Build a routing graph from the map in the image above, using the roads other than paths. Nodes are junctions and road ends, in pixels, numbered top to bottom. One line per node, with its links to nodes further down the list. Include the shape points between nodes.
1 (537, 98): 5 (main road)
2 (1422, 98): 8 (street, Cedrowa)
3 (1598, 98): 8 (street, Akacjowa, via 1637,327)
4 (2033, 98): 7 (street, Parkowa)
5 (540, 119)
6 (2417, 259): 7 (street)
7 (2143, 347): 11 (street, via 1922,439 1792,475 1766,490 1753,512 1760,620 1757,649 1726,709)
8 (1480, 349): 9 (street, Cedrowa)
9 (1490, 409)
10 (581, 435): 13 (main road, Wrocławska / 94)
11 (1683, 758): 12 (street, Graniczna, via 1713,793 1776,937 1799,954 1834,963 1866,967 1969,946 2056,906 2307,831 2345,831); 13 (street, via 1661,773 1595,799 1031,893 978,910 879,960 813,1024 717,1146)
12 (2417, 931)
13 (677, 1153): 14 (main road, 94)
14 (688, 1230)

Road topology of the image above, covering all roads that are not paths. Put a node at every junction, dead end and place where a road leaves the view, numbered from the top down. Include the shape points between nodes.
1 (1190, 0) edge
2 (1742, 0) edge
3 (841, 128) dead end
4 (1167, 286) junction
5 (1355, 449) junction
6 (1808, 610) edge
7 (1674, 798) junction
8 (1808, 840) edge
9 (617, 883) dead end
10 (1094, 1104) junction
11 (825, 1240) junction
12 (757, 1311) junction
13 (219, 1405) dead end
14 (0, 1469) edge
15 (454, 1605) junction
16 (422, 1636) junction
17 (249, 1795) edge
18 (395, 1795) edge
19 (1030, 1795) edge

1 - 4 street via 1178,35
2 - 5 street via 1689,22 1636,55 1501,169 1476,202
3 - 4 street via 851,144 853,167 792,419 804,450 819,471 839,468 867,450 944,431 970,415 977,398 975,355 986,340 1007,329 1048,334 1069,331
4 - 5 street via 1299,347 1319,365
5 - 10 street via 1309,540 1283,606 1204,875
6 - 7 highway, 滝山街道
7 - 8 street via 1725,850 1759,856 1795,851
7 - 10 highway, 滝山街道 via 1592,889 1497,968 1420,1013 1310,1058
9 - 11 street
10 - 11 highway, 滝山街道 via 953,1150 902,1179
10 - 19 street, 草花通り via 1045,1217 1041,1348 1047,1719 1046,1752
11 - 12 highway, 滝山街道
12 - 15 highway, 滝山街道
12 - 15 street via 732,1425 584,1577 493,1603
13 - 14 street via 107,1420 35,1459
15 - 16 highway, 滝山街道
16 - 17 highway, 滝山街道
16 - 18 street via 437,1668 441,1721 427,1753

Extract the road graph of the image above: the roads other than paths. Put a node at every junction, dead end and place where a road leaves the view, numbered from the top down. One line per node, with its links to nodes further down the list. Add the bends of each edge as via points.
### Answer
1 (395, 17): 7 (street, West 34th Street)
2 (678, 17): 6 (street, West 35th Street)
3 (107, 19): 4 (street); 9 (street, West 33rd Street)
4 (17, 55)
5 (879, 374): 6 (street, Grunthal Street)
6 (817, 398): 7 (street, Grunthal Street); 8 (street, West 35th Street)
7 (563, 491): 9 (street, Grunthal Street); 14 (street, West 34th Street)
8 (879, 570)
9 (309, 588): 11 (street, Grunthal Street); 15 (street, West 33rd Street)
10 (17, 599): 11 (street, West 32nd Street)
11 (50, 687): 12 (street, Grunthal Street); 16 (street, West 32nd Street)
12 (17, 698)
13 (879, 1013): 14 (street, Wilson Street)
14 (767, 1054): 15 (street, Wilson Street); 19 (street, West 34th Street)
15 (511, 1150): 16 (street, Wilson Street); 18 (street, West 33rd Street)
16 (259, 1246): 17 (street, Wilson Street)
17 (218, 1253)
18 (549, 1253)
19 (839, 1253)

____________

▸ Problem requirements
From top to bottom, repeat the data above without alteration.

▸ Solution to this exercise
Build a routing graph from the map in the image above, using the roads other than paths. Nodes are junctions and road ends, in pixels, numbered top to bottom. One line per node, with its links to nodes further down the list. Include the shape points between nodes.
1 (537, 98): 5 (main road)
2 (1422, 98): 8 (street, Cedrowa)
3 (1598, 98): 8 (street, Akacjowa, via 1637,327)
4 (2033, 98): 7 (street, Parkowa)
5 (540, 119)
6 (2417, 259): 7 (street)
7 (2143, 347): 11 (street, via 1922,439 1792,475 1766,490 1753,512 1760,620 1757,649 1726,709)
8 (1480, 349): 9 (street, Cedrowa)
9 (1490, 409)
10 (581, 435): 13 (main road, Wrocławska / 94)
11 (1683, 758): 12 (street, Graniczna, via 1713,793 1776,937 1799,954 1834,963 1866,967 1969,946 2056,906 2307,831 2345,831); 13 (street, via 1661,773 1595,799 1031,893 978,910 879,960 813,1024 717,1146)
12 (2417, 931)
13 (677, 1153): 14 (main road, 94)
14 (688, 1230)

Road topology of the image above, covering all roads that are not paths. Put a node at every junction, dead end and place where a road leaves the view, numbered from the top down. Include the shape points between nodes.
1 (1190, 0) edge
2 (1742, 0) edge
3 (841, 128) dead end
4 (1167, 286) junction
5 (1355, 449) junction
6 (1808, 610) edge
7 (1674, 798) junction
8 (1808, 840) edge
9 (617, 883) dead end
10 (1094, 1104) junction
11 (825, 1240) junction
12 (757, 1311) junction
13 (219, 1405) dead end
14 (0, 1469) edge
15 (454, 1605) junction
16 (422, 1636) junction
17 (249, 1795) edge
18 (395, 1795) edge
19 (1030, 1795) edge

1 - 4 street via 1178,35
2 - 5 street via 1689,22 1636,55 1501,169 1476,202
3 - 4 street via 851,144 853,167 792,419 804,450 819,471 839,468 867,450 944,431 970,415 977,398 975,355 986,340 1007,329 1048,334 1069,331
4 - 5 street via 1299,347 1319,365
5 - 10 street via 1309,540 1283,606 1204,875
6 - 7 highway, 滝山街道
7 - 8 street via 1725,850 1759,856 1795,851
7 - 10 highway, 滝山街道 via 1592,889 1497,968 1420,1013 1310,1058
9 - 11 street
10 - 11 highway, 滝山街道 via 953,1150 902,1179
10 - 19 street, 草花通り via 1045,1217 1041,1348 1047,1719 1046,1752
11 - 12 highway, 滝山街道
12 - 15 highway, 滝山街道
12 - 15 street via 732,1425 584,1577 493,1603
13 - 14 street via 107,1420 35,1459
15 - 16 highway, 滝山街道
16 - 17 highway, 滝山街道
16 - 18 street via 437,1668 441,1721 427,1753

Extract the road graph of the image above: the roads other than paths. Put a node at every junction, dead end and place where a road leaves the view, numbered from the top down. One line per node, with its links to nodes further down the list. Add the bends of each edge as via points.
### Answer
1 (395, 17): 7 (street, West 34th Street)
2 (678, 17): 6 (street, West 35th Street)
3 (107, 19): 4 (street); 9 (street, West 33rd Street)
4 (17, 55)
5 (879, 374): 6 (street, Grunthal Street)
6 (817, 398): 7 (street, Grunthal Street); 8 (street, West 35th Street)
7 (563, 491): 9 (street, Grunthal Street); 14 (street, West 34th Street)
8 (879, 570)
9 (309, 588): 11 (street, Grunthal Street); 15 (street, West 33rd Street)
10 (17, 599): 11 (street, West 32nd Street)
11 (50, 687): 12 (street, Grunthal Street); 16 (street, West 32nd Street)
12 (17, 698)
13 (879, 1013): 14 (street, Wilson Street)
14 (767, 1054): 15 (street, Wilson Street); 19 (street, West 34th Street)
15 (511, 1150): 16 (street, Wilson Street); 18 (street, West 33rd Street)
16 (259, 1246): 17 (street, Wilson Street)
17 (218, 1253)
18 (549, 1253)
19 (839, 1253)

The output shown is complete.